Mais leur situation à Gênes n’est pas simple : d’un côté ils réussissent économiquement, de l’autre ils vivent sans véritable statut, dans une sorte de flou administratif. Le choix de la banque fut-il alors une manière de ne pas rester attachés à un parc industriel difficile à déménager en cas d’expulsion ? Est-ce tout simplement pour copier le modèle génois où les principales familles nobles ont toutes leurs propres banques ? Probablement les deux. Une stratégie qui les a sans doute aidés quand le choix de leur maintien sur place ou de leur départ est devenu inéluctable. 

Après des années de statu quo, le couperet tombe : les André sont sommés de se convertir ou de quitter la République. Au regard de la situation, ils auraient alors pu se convertir, ou quitter la ville sans trop de casse vu la sécurité financière que leur banque et leurs avoirs placés dans leurs filiales de Genève ou Francfort leur assuraient. Pourtant, ils ont choisi une solution pour le moins originale : se faire remplacer par leurs cousins nîmois entre-temps convertis au catholicisme. C’est ainsi que Guillaume I (1685-1746) et Jean III (1689-1764), venus de France, prirent la relève et continuèrent la transformation de la maison de négoce en établissement financier.

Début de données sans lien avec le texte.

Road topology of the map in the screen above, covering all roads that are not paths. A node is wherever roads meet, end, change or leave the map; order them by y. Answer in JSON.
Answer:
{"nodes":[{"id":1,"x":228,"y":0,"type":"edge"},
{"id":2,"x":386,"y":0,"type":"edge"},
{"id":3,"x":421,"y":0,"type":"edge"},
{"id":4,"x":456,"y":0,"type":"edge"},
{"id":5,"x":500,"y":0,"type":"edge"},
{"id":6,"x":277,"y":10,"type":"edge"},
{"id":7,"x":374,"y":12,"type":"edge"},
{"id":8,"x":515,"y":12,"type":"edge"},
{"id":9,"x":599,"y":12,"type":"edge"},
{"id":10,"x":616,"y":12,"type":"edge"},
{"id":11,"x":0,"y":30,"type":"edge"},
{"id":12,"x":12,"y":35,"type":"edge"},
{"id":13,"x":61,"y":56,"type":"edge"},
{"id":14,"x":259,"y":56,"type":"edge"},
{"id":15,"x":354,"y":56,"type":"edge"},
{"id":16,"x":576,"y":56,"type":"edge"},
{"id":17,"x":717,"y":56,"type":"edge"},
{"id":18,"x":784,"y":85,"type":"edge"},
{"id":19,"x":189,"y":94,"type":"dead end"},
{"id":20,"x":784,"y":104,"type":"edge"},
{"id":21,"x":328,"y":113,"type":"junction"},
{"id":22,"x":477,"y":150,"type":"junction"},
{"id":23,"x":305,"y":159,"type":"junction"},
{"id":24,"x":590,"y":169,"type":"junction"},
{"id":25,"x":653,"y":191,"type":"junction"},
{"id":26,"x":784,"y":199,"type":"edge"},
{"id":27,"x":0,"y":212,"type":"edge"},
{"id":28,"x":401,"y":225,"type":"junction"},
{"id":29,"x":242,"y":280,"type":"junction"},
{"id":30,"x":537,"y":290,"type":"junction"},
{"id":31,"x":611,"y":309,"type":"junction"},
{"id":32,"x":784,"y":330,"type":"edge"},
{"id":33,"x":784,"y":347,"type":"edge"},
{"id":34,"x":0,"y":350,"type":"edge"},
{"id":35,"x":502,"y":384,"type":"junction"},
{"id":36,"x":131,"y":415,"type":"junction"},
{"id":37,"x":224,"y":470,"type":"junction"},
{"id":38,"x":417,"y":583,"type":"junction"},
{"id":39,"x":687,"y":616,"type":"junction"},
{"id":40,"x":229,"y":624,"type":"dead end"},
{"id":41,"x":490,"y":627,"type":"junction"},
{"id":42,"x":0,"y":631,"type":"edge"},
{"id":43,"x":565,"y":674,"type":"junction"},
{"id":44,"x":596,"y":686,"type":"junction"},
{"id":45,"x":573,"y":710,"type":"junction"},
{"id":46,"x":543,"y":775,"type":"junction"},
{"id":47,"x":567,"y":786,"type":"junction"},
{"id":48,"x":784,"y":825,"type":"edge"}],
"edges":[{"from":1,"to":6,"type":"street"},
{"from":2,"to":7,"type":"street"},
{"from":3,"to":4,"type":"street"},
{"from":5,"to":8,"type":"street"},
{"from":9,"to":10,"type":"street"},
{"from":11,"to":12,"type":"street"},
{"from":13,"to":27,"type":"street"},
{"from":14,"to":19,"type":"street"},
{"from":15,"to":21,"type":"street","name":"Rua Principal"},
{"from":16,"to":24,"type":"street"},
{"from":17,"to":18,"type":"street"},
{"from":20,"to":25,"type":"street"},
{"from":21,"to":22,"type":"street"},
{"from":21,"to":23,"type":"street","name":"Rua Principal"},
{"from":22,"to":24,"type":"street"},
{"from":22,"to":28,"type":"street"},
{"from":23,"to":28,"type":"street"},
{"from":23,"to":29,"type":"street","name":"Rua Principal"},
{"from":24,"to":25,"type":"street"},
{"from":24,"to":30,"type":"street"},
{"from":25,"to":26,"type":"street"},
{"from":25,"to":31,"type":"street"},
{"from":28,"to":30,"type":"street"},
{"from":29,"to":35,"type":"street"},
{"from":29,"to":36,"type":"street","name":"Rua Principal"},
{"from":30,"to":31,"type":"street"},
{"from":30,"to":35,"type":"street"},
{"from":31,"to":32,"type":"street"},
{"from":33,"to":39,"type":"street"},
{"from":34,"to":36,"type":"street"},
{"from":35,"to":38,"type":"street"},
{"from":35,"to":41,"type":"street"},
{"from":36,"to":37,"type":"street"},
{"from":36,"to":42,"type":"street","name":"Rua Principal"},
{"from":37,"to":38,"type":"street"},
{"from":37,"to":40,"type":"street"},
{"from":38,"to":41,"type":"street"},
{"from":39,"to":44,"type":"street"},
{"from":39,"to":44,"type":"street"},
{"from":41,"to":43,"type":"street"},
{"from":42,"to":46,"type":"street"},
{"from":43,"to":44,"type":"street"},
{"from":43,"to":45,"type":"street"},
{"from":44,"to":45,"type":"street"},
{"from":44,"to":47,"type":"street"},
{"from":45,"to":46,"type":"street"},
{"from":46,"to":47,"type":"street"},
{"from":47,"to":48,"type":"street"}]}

Plutôt qu’abandonner le port de Gènes, hautement stratégique pour leurs affaires, les André vont donc une fois de plus faire preuve d’originalité en échafaudant ce plan. En appelant aux affaires leurs cousins restés à Nîmes et ayant abjuré, ils vont contourner l’interdit religieux tout en maintenant leurs intérêts. Mieux, ils vont élargir leur influence en croisant leurs réseaux familiaux et communautaires, permettant aux André de Suisse et d’Allemagne de conserver un accès à la Méditerranée. Cette substitution astucieuse a remarquablement bien fonctionné puisque la maison a continué à prospérer des deux côtés des Alpes.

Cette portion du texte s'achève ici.